3. Implementation Roadmap

Critical Path

  • Immediate Action: Raise federal funds rate to 0.25 to 0.50 percent range at the March 16 meeting.
  • Communication: Release the Summary of Economic Projections - SEP - showing a steep path to a 1.9 percent rate by year-end.
  • Operational Planning: Finalize the plan for Balance Sheet Normalization - Quantitative Tightening - to be announced in May.
  • Monitoring: Weekly review of inflation expectations and credit spreads to detect early signs of financial stress.

Key Constraints

  • Market Liquidity: Rapid tightening during a geopolitical crisis could freeze Treasury markets.
  • Transmission Lag: Monetary policy takes 12 to 18 months to fully affect the real economy. The Fed is acting on stale data.
  • Political Pressure: Rising energy prices are a high-priority issue for the public, increasing pressure on the Fed to act decisively.

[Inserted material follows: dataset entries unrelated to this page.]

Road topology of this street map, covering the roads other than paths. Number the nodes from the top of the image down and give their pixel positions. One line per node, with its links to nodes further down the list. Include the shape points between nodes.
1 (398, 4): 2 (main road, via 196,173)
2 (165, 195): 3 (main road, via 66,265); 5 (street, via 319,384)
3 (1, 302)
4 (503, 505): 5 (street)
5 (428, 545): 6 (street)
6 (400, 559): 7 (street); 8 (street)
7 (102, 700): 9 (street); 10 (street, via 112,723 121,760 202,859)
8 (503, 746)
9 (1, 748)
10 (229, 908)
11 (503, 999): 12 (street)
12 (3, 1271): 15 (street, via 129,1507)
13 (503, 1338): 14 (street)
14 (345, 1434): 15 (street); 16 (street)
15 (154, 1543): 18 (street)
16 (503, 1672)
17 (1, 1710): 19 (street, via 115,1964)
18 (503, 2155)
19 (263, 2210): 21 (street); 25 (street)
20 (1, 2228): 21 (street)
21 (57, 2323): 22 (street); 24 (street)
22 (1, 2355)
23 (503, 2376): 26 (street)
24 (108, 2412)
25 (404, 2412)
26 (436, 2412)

Risk-Adjusted Implementation Strategy

The strategy assumes a sequence of 25 basis point hikes but builds in a contingency for 50 basis point moves if month-over-month inflation does not peak by May. If credit spreads widen by more than 50 basis points in the next 30 days, the pace of tightening must be reassessed to prevent a financial crisis. The primary goal is to reach the neutral rate - estimated at 2.4 percent - by early 2023.

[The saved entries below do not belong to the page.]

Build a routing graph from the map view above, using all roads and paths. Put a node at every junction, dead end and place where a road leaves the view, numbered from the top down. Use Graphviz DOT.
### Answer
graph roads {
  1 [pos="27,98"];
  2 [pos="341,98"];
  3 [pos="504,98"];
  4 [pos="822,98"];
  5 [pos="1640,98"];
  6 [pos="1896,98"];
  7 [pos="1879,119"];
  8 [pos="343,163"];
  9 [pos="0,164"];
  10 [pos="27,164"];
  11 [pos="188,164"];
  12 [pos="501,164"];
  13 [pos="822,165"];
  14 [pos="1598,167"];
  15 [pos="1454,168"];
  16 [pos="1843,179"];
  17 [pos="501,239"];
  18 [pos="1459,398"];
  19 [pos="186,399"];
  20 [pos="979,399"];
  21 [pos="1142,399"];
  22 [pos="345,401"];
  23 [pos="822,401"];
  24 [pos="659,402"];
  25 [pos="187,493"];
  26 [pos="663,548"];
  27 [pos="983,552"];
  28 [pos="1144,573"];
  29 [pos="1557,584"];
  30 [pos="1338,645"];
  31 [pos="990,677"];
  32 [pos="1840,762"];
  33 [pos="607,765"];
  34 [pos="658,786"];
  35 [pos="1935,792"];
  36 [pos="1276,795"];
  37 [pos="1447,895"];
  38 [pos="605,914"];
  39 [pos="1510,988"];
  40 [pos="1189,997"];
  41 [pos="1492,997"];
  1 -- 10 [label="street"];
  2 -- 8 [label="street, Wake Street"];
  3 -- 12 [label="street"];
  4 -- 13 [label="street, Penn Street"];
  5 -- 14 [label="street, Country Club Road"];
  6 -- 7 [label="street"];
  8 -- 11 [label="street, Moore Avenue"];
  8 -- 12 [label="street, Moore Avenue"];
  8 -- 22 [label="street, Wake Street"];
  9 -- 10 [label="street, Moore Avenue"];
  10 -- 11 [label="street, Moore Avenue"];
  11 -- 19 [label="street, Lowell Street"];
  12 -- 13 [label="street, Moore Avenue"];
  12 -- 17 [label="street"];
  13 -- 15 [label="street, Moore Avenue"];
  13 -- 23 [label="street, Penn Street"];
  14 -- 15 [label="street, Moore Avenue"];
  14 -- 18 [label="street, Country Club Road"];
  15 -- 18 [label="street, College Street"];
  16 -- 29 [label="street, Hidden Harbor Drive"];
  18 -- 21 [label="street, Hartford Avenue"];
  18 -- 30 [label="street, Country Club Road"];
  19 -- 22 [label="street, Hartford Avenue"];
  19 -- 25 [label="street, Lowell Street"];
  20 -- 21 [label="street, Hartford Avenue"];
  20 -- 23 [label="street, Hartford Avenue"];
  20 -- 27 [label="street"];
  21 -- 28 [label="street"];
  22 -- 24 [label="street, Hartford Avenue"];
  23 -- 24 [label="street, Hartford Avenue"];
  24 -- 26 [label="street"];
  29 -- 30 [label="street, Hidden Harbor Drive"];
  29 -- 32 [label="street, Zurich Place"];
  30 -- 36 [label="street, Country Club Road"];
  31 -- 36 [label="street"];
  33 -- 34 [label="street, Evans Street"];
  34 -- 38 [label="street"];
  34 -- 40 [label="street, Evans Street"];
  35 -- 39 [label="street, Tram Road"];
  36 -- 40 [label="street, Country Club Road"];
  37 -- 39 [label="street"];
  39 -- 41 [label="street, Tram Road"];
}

4. Executive Review and BLUF

BLUF

The FOMC must raise the federal funds rate by 25 basis points immediately. Inflation at 7.9 percent is no longer a temporary phenomenon but a structural threat to economic stability. While the Ukraine conflict introduces uncertainty, the greater risk is the unanchoring of inflation expectations. The committee should signal a sequence of hikes at every remaining meeting in 2022 and prepare for Quantitative Tightening to begin in May. Failure to act now will necessitate a much more painful contraction later to regain control of prices.

Dangerous Assumption

The most consequential unchallenged premise is that supply chain normalization is imminent. If global logistics and energy markets remain disrupted through 2023, the proposed rate path will be insufficient to curb inflation, leading to stagflation.

Unaddressed Risks

  • Risk 1: Wage-Price Spiral. With job openings doubling the number of seekers, wage growth may become the primary driver of inflation, which interest rates alone struggle to fix. Probability: High. Consequence: Severe.
  • Risk 2: Treasury Market Dysfunction. Reducing the balance sheet while raising rates during a war could lead to a sudden loss of liquidity in the world most important benchmark market. Probability: Moderate. Consequence: Extreme.

Unconsidered Alternative

The analysis overlooked a Volcker-style shock: raising rates by 100 basis points immediately and starting balance sheet runoff simultaneously. While extreme, this would definitively break inflation expectations and might be less costly than a prolonged, multi-year tightening cycle that eventually leads to the same terminal rate.